Background: Postoperative atrial fibrillation (POAF) is a common complication associated with undesirable outcomes; hence, the provision of appropriate tools is important to help identify patients at risk.
Objectives:To evaluate the predictive capacity of the CHADS 2 and CHA 2 DS 2 -VASc scores, alone and combined with left atrial (LA) size, for the onset of POAF in patients undergoing coronary artery bypass grafting and/or valvular surgery.

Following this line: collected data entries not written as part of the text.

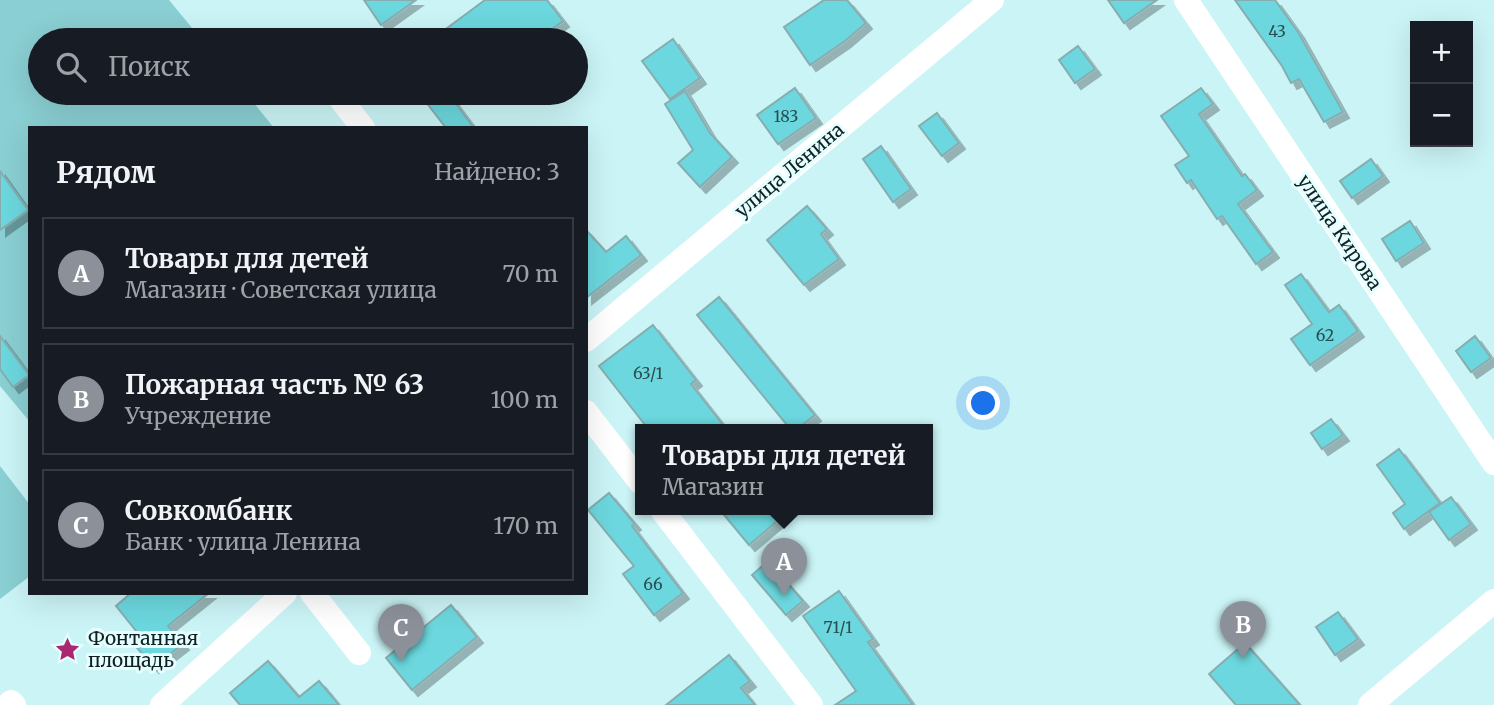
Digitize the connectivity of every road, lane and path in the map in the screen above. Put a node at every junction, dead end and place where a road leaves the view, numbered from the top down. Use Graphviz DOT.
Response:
graph roads {
  1 [pos="992,0"];
  2 [pos="1186,0"];
  3 [pos="345,105"];
  4 [pos="361,126"];
  5 [pos="588,338"];
  6 [pos="588,415"];
  7 [pos="1494,463"];
  8 [pos="635,476"];
  9 [pos="666,515"];
  10 [pos="283,595"];
  11 [pos="314,595"];
  12 [pos="1494,601"];
  13 [pos="359,653"];
  14 [pos="8,705"];
  15 [pos="14,705"];
  16 [pos="162,705"];
  17 [pos="811,705"];
  18 [pos="1370,705"];
  1 -- 5 [label="street, улица Ленина"];
  2 -- 7 [label="street, улица Кирова"];
  3 -- 4 [label="street"];
  6 -- 8 [label="street"];
  9 -- 17 [label="street"];
  10 -- 16 [label="street"];
  11 -- 13 [label="street"];
  12 -- 18 [label="street"];
  14 -- 15 [label="street"];
}
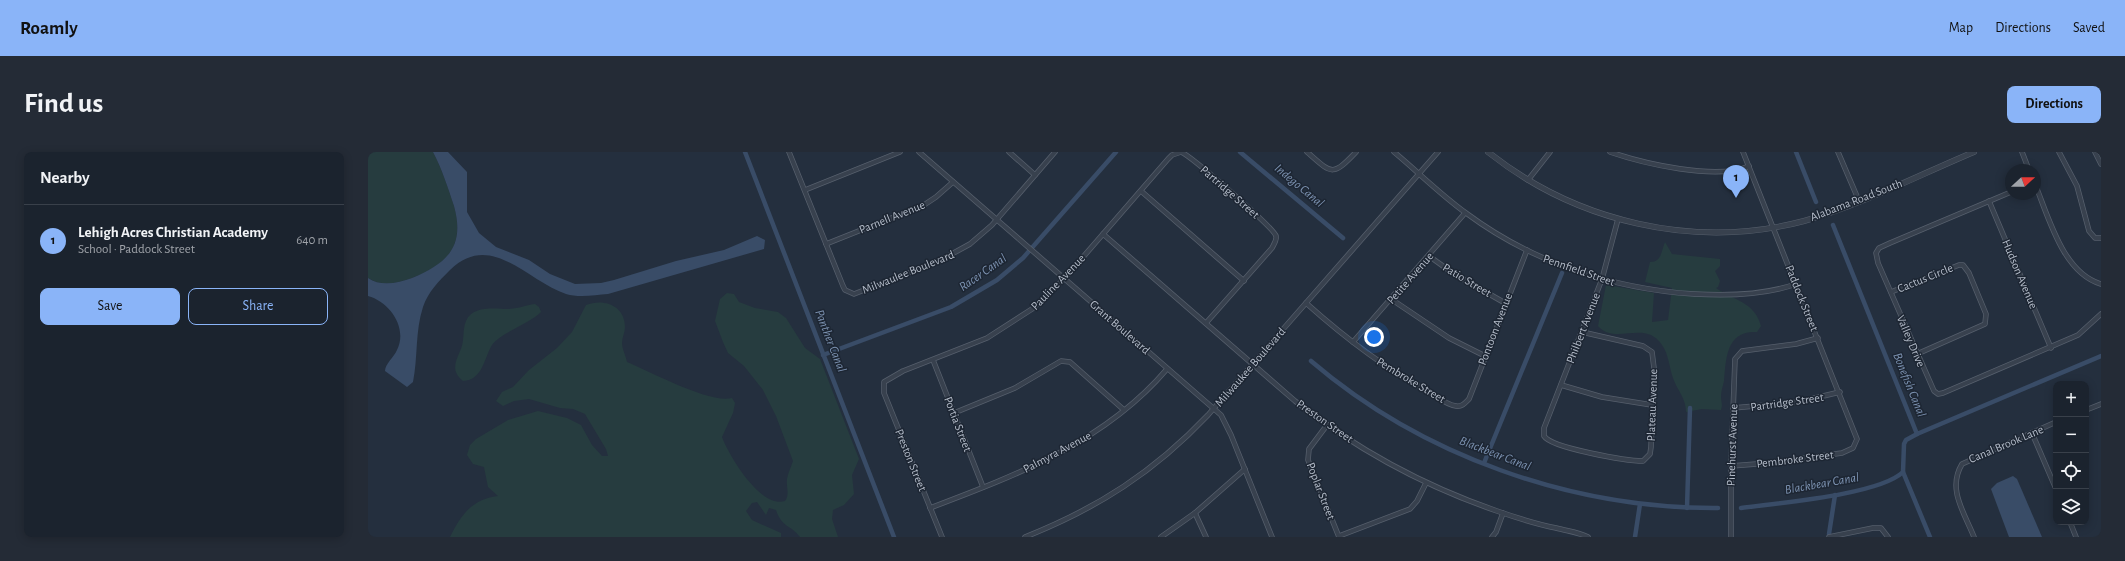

Methods:We performed a retrospective cohort study on 144 patients. A decision tree was used to identify the cut-off values of the CHADS 2 and CHA 2 DS 2 -VASc scores and LA size in order to calculate sensitivity, specificity, predictivevalue positive (PVP), and predictive-value negative (PVN), in addition to regression models. The receiver operating characteristic (ROC) curve was used to estimate the accuracy of the models. The level of significance adopted was 5%.Results: Patients who developed POAF were older (p = 0.050), had reduced left ventricular ejection fraction (p = 0.045), longer hospital length of stay (p = 0,018), but their mean CHADS 2 (p = 0.077) and CHA 2 DS 2 -VASc (p = 0.109) scores were similar to those of patients with no arrhythmia. LA size improved the predictive capacity of the CHADS 2 score, in terms of specificity and PVP, and of the CHA 2 DS 2 -VASc score, in terms of sensitivity and PVN. However, the CHADS 2 (OR = 1.198; CI95% = 0.859-1.156) and CHA 2 DS 2 -VASc (OR = 1.047; CI95% = 0.784-1.401) scores were not predictors of POAF, either alone or in combination with LA size (OR = 1.163; CI95% = 0.829-1.648 and OR = 1.065; CI95% = 0.795-1.433).
Conclusion:The CHADS 2 and CHA 2 DS 2 -VASc scores alone or in combination with LA size did not show good predictive capacity for POAF.